We can always describe a distance as a scalar distance, but we may also describe it as an offset vector (though there is some ambiguity up to a minus sign). More frequently, the scalar distance corresponding to the edge is expanded in a so-called Gaussian distance expansion, or Radial-Basis Function expansion (RBF). This gives us a larger dimensional representation vector based only on the distance.
One could also conceivably include other information about the bond, such as the combined charge or combined electrostatic valency of the neighbors, but this then wouldn't apply to next nearest neighbors very well, or the next next etc. which may have been included in the edge construction. Of course, the loose definition of an edge requires us to drop any interpretation of the edges as 'chemical bonds' between graph neighbors; but other bond-specific attributes may also be incorporated, such as displacement vectors (in terms of components) and the like.
Conclusion
Modern models utilizing the basic constructions discussed above have shown suprisingly good performance on a multitude of training tasks such as: formation energy per atom, minimum band-gap, metal/non-metal classification, etc. This suggests that the information packaged in such a structure, as above, is an intrinsically useful representation of the corresponding physical structures.

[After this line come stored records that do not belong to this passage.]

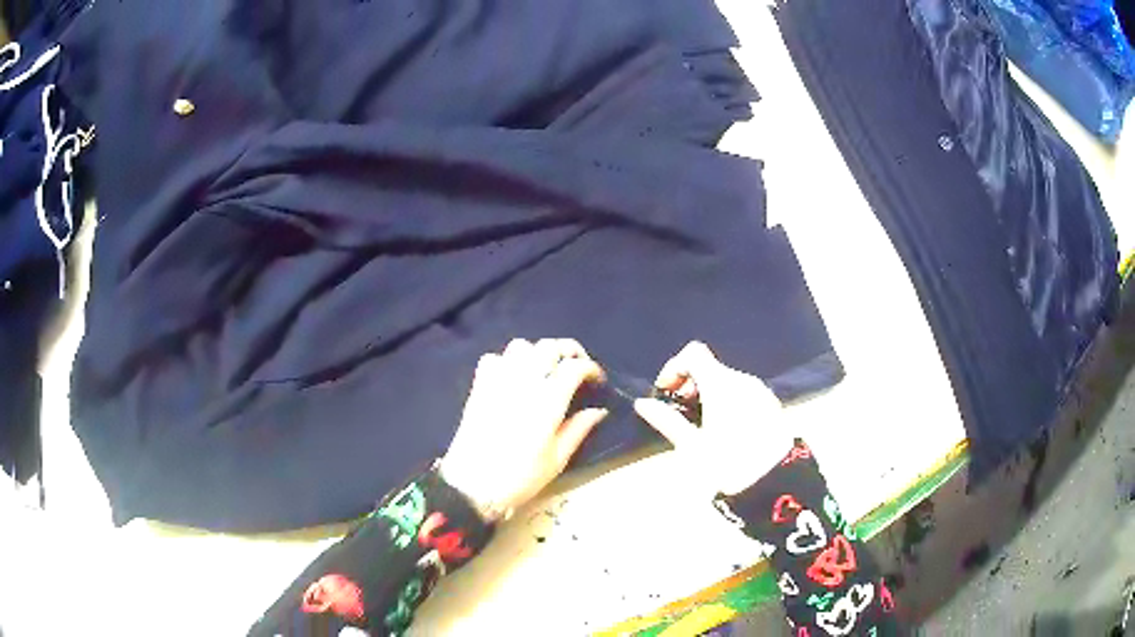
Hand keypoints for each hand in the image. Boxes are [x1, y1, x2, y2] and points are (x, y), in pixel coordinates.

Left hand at [440, 338, 608, 522]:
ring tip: (545, 370)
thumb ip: (578, 429)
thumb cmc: (519, 477)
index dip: (590, 367)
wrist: (471, 485)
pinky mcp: (479, 387)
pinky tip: (513, 378)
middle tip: (575, 368)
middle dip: (568, 351)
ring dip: (537, 352)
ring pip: (521, 346)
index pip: (573, 367)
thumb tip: (598, 410)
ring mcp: (498, 381)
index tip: (597, 379)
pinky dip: (507, 361)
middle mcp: (523, 382)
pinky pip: (494, 358)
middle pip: (548, 347)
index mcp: (547, 401)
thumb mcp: (557, 460)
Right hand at [634, 341, 789, 496]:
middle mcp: (742, 380)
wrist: (776, 482)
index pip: (693, 352)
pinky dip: (728, 401)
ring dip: (708, 394)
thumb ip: (668, 420)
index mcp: (721, 384)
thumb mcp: (693, 446)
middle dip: (690, 385)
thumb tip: (643, 403)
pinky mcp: (771, 404)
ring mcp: (760, 391)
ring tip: (702, 426)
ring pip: (727, 381)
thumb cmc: (729, 463)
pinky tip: (725, 430)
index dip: (675, 368)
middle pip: (710, 367)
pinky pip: (743, 392)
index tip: (666, 394)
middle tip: (681, 415)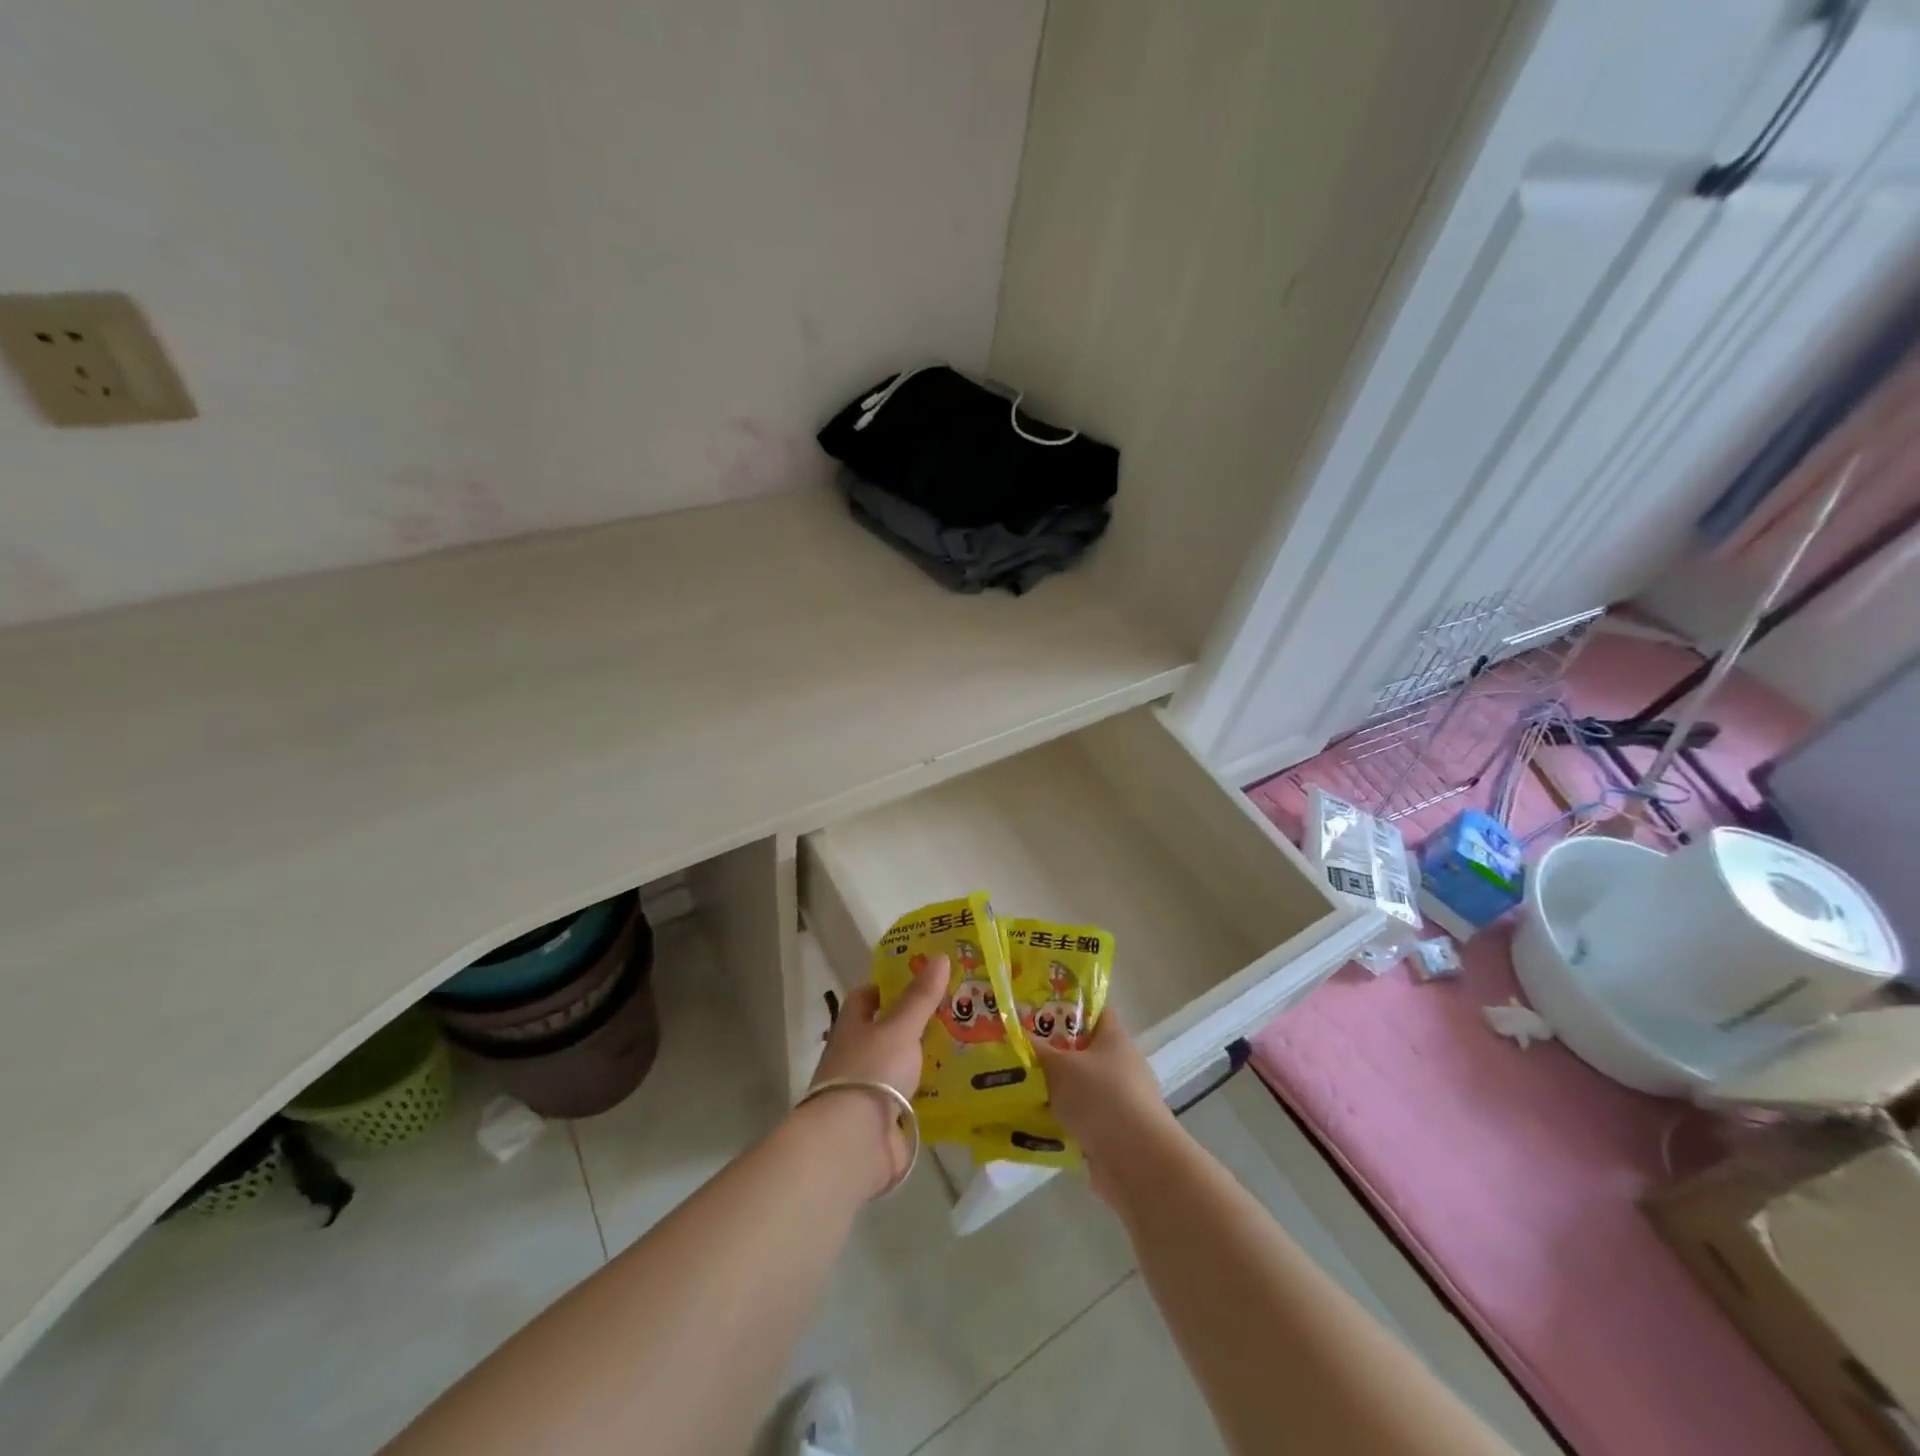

Greater performance and more robust representations are almost certainly intertwined, however. To that end, it's useful to consider what flaws such models may have, in hopes we may improve them.
Flaws
One major flaw with these techniques is their lack of inclusion of larger geometrical information. Then again, the high performance of such models without this geometrical information may be a testament to it's neglible effect on the chosen targets.
Extensions
The above graph constructions have been extended to some extent in more modern models; two notable examples being the atomistic LINE graph, and the state vector of the MEGNet model. The atomistic LINE graph approach associated a secondary, 'line' graph to each crystal, in which nodes represented edges of the crystal graph and connections between these 'edge' nodes describe the angle made between connected bonds. Megnet's approach associated an additional state-level vector with each crystal graph as a sort of graph-level feature.